Escaping a disappointingly lived life, Cynthia arrives in a small hamlet filled with eccentrics. It has an old fashioned flair to the town and setting, but as she is able to drive into the city for art supplies, I believe it's in a more modern time that you first believe it to be. Cynthia hears about a caretaker's cottage on a large estate for rent and on a whim drives out to investigate. She also holds hope that she might be able to revive her career as an artist. Next thing she knows, without really remembering agreeing to stay, keys are tossed in her hand and she is the renter.
She meets people, falls in love, follows her hope of discovering the mysterious "ghost boy" that shows up on numerous occasions, shies away from a frightening hill that her house grows into and investigates a mysterious missing young man from long ago.

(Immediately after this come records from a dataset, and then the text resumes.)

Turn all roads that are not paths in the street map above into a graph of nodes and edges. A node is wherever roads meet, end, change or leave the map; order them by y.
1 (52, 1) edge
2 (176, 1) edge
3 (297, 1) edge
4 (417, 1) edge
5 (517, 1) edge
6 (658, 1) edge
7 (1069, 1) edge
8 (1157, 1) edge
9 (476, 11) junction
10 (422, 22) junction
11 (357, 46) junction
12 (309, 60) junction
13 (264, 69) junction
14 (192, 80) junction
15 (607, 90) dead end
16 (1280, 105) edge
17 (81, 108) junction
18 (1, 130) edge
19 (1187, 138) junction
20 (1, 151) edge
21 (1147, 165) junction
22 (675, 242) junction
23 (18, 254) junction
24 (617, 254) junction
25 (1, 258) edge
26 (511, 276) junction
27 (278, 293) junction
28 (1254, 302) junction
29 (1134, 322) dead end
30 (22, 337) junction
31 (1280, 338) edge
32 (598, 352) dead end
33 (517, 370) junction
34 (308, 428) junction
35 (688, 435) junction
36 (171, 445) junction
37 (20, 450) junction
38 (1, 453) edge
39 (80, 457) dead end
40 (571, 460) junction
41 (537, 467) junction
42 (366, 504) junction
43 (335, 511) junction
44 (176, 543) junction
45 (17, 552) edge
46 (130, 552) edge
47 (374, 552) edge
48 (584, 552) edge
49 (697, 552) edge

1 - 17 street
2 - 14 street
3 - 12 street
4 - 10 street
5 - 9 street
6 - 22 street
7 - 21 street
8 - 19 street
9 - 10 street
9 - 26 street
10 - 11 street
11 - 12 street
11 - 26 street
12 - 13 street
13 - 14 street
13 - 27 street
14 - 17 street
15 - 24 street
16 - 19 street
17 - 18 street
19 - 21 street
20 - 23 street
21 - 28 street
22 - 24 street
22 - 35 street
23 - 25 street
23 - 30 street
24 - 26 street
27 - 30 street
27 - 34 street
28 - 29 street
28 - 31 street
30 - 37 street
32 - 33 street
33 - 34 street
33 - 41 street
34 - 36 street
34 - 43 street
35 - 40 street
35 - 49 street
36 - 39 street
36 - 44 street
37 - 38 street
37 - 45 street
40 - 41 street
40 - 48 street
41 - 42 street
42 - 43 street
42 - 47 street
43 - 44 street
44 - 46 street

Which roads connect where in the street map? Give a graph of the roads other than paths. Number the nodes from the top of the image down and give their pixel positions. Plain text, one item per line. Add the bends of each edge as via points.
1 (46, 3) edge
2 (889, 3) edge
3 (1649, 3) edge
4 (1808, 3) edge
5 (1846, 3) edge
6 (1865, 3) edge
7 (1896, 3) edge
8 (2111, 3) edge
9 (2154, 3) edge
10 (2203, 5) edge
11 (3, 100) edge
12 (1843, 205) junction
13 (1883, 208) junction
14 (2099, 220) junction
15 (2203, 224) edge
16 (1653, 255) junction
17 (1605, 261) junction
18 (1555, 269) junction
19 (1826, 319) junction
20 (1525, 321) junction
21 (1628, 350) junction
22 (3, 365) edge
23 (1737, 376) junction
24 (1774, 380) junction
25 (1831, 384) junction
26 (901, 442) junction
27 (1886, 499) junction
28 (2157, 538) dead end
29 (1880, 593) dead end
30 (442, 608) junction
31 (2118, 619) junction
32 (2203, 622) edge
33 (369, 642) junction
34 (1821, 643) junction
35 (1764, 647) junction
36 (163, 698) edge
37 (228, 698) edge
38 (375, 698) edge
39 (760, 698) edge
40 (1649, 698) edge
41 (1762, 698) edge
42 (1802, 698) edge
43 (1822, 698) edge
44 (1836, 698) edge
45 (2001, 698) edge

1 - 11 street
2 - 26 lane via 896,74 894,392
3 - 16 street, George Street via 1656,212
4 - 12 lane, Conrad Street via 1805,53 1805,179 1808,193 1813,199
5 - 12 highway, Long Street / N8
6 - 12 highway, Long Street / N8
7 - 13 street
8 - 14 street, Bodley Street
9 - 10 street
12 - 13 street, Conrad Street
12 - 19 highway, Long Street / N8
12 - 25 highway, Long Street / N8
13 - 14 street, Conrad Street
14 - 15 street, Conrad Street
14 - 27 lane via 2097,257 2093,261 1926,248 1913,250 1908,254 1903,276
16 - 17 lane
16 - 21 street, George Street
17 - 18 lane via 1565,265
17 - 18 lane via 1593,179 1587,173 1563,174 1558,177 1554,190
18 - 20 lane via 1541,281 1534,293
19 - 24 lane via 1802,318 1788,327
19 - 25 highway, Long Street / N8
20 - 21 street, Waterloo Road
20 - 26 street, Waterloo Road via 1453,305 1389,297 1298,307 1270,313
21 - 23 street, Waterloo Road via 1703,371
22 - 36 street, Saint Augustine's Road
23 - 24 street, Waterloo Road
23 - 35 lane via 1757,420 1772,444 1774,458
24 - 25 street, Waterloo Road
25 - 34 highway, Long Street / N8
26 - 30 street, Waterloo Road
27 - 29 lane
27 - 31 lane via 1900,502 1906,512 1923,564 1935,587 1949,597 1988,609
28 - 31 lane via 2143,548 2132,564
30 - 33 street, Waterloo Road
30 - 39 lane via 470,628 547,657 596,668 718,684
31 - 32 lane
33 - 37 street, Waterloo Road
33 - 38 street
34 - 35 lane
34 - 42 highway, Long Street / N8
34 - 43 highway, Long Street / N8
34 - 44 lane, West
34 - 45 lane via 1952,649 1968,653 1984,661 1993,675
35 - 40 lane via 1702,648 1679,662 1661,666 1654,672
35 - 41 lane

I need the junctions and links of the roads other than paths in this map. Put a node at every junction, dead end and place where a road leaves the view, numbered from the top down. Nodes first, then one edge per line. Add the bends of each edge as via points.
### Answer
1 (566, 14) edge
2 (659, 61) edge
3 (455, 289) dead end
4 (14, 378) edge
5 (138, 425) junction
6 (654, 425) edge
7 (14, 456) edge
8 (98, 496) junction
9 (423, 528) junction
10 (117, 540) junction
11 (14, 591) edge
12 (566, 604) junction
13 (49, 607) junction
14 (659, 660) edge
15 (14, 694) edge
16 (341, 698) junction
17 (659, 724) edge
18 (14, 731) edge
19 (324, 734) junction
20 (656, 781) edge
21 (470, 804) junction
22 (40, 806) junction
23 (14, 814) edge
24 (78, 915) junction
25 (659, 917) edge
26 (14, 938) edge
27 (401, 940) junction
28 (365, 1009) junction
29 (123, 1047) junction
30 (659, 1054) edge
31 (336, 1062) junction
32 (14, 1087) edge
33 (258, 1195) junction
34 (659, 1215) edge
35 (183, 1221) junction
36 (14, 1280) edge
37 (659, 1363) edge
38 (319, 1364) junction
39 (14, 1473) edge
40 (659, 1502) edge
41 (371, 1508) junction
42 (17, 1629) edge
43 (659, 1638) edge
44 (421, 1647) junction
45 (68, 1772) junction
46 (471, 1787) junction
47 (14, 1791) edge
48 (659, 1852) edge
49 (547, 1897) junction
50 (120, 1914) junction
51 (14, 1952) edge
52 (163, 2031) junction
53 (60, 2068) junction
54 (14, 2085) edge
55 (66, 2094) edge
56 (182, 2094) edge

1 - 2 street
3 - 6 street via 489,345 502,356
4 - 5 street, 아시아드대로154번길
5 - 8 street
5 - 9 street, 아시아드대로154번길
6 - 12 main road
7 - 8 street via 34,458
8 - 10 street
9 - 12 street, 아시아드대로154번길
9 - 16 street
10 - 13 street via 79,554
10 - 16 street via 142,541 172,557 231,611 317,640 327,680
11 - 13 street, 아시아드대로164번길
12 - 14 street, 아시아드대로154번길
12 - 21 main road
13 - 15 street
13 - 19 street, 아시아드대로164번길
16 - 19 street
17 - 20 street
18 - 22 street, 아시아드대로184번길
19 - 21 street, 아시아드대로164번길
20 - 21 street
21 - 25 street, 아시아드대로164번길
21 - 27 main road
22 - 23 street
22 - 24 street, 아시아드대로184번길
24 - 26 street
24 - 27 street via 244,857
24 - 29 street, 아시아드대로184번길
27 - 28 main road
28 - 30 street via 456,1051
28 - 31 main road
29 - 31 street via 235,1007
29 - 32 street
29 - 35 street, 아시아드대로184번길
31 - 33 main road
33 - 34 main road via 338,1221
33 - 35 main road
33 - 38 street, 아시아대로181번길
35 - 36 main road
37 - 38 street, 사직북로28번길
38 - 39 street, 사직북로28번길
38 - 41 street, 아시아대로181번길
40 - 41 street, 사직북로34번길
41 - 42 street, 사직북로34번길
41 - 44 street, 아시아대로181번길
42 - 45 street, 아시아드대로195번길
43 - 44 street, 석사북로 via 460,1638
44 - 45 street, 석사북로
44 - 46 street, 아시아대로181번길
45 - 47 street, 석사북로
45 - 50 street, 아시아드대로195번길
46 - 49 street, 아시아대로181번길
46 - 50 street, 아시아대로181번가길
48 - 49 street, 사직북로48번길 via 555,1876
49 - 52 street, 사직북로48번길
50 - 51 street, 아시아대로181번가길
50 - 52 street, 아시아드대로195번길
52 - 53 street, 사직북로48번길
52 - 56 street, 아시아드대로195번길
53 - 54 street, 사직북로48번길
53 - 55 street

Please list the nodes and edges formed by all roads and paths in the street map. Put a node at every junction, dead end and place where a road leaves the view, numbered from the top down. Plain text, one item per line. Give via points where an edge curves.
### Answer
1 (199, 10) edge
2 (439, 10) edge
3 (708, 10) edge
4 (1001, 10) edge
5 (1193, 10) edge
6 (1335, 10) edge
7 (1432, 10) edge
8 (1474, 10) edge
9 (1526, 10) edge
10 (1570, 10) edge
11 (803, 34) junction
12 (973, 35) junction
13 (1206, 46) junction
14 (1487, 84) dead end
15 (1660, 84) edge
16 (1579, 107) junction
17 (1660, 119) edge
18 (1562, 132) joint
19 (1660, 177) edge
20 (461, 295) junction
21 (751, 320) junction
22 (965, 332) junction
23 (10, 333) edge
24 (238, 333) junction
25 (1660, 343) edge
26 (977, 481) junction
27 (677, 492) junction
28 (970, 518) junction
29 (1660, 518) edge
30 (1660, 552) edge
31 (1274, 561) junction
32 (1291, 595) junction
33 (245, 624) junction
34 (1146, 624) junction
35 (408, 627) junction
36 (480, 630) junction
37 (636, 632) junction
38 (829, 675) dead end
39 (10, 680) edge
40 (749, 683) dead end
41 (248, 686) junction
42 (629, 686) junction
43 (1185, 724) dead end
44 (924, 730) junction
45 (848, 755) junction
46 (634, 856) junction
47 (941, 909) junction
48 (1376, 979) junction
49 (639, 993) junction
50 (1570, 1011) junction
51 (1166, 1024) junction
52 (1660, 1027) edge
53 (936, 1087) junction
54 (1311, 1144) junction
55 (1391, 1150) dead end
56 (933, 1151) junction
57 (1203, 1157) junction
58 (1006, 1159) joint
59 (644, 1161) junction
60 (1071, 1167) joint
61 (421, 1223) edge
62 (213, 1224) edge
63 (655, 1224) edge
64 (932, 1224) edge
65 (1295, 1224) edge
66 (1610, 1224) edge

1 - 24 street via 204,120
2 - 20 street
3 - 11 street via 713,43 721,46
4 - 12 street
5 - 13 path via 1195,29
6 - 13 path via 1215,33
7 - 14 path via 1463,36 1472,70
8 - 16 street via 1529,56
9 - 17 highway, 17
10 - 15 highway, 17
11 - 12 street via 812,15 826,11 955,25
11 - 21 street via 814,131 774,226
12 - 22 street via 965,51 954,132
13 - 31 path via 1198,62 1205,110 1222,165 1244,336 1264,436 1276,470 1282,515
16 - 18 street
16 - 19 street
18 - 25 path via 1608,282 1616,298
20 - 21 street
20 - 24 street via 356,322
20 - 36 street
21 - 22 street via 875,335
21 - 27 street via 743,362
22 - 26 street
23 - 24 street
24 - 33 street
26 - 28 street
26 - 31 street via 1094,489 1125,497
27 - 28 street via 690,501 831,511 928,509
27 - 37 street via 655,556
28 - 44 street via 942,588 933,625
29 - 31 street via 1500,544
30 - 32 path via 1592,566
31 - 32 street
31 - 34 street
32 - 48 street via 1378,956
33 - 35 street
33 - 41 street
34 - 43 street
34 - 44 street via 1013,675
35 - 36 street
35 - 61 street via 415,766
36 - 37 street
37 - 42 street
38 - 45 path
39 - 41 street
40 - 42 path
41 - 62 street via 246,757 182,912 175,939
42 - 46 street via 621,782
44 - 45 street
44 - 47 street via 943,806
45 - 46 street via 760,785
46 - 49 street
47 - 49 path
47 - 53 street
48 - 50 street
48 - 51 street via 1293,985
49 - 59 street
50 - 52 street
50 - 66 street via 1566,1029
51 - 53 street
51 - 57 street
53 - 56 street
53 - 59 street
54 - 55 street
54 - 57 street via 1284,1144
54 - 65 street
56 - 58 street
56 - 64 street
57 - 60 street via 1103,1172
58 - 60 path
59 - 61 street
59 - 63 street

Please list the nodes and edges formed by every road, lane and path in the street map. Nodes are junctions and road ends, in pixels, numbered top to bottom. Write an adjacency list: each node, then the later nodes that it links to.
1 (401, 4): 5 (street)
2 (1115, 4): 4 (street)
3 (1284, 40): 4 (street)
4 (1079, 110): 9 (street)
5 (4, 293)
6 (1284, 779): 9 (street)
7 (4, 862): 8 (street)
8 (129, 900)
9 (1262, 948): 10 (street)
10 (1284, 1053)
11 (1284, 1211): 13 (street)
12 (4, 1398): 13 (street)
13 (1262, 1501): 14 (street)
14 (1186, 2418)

Where at one point Cynthia mentions she feels she is living her life in a dreamlike state, almost a fog of unreality, it captured the essence of the book also. I felt that I was floating above the scenes, catching most of the glimpses I needed to make the story come together in my mind, but also continuing to miss little pieces of it at the same time. The story is somewhat purposefully choppy in places, making you hunt for what's going on. It's a throwback novel from a different time.
Very well done.
____________________________________________
Book Description:
Glimmerglass
Mercer University Press
September 1, 2014
Perhaps it was a sense of estrangement from the
everyday that drew Cynthia Sorrel to the village of Cooper Patent. The
failed painter was lured by the gatehouse with its seven doors, the lake
with its tower, and the magical air of a place that couldn't quite
decide whether it was fictional, mythic, or real. The gatehouse should
have been a first clue that she was on a journey, and soon she begins to
glimpse and then to pursue a figure in the woods near her house,
convinced she has seen the Muse.
As she reclaims her calling as a painter and moves deeper into the
uncanny world of Cooper Patent, Cynthia finds herself at the heart of a
labyrinth of mystery.
She will have to navigate its dream depths and
secrets, brilliant or dark, locked behind a door that opens into the
earth.
Sébastien Doubinsky writes, "I cannot recommend an author more than
Marly Youmans, whose fantastic prose is absolutely gorgeous and
haunting." Now this "best-kept secret among contemporary American
writers" (Books & Culture) has scaled the tree of books and plucked
twigs of gothic romance, ghost tale, medieval dream vision, and belated
coming-of-age story, with a leaf or two from the novel of manners and
fantasy. The transformed result, Glimmerglass, is a gift to literature like no other.